PSA Qnap ransomware attacks going on since 4/19/21

Trooper_ish · April 23, 2021, 8:25am

Patched now?

Qnap nas file locker ransomeware, patch now Security

I know there are a few out there on here, get your patches. It is a file scrambling ransomeware. Advice from Qnap Install the latest software updates for the Multimedia Console, Media Streaming Add-on, and Hybrid Backup Sync apps on their QNAP NAS gear to close off vulnerabilities that can be exploited by ransomware to infect devices. Install the latest Malware Remover tool from QNAP, and run a malware scan. The manufacturer said it has “released an updated version of Malware Remover for operating systems such as QTS and QuTS hero to address the ransomware attack.” Change the network port of the web-based user interface away from the default of 8080, presumably to mitigate future attacks. We’ll assume for now that vulnerable devices are being found and attacked by miscreants scanning the internet for public-facing QNAP products – we’ve asked the manufacturer to comment on this. Make sure they use strong, unique passwords that can’t easily be brute-forced or guessed. If possible, follow the 3-2-1 rule on backups: have at least three good recent copies of your documents stored on at least two types of media, at least one of which is off-site.
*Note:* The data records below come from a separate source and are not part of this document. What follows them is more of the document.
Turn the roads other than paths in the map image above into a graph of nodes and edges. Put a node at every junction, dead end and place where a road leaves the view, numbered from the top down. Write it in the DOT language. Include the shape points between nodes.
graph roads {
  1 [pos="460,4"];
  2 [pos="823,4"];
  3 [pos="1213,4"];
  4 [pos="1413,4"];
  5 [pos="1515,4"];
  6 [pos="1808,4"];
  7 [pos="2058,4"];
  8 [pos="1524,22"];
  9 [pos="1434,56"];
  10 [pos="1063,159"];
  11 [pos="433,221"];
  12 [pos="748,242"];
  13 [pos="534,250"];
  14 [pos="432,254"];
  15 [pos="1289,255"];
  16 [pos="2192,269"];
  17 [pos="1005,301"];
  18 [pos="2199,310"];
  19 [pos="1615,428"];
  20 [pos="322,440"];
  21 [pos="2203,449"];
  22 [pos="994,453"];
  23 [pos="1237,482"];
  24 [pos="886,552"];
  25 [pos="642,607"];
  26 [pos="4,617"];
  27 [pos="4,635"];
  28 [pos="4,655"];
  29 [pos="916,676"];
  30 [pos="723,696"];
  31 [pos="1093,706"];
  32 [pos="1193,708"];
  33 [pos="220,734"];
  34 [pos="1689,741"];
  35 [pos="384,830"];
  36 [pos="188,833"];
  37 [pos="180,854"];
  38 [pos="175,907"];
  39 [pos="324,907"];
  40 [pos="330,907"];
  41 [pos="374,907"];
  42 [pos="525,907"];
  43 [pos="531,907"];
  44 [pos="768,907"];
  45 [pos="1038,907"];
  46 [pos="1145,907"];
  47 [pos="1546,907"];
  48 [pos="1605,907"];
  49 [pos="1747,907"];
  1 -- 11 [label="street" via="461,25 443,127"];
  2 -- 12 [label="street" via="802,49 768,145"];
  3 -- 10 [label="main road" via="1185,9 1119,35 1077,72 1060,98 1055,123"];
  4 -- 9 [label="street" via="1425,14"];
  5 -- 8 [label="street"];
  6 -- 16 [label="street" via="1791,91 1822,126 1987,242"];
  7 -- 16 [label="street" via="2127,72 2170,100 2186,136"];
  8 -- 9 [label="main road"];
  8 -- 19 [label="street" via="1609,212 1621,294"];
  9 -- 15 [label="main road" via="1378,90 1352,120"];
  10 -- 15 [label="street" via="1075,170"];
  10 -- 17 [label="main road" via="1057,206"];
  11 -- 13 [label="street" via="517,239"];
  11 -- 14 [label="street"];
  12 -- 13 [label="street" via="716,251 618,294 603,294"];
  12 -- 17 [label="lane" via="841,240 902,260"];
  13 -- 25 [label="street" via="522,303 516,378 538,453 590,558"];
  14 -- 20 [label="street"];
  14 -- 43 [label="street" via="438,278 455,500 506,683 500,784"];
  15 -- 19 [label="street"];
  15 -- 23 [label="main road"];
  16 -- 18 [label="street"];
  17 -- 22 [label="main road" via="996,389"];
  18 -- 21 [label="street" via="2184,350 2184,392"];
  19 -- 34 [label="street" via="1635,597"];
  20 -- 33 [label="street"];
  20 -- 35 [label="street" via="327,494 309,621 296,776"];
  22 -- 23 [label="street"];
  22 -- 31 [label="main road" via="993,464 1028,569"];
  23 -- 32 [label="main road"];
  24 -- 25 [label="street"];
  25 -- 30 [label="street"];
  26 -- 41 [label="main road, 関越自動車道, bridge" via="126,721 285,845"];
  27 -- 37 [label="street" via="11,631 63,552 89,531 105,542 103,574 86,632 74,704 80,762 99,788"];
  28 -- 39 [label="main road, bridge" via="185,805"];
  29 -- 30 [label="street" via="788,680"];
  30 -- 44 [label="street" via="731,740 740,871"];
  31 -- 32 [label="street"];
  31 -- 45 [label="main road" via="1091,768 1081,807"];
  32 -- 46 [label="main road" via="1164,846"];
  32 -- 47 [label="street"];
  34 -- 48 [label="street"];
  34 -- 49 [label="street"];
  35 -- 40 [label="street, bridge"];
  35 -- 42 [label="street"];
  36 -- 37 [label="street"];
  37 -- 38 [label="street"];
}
That means if your files are scrambled, you have a good chance of restoring them from a backup untouched by the malware, thus avoiding having to cough up the demand, if you make sure the software nasty can’t alter said backups. If user data is encrypted or being encrypted, the NAS must not be shut down. Users should run a malware scan with the latest Malware Remover version immediately, and then contact QNAP Technical Support at service.qnap.com.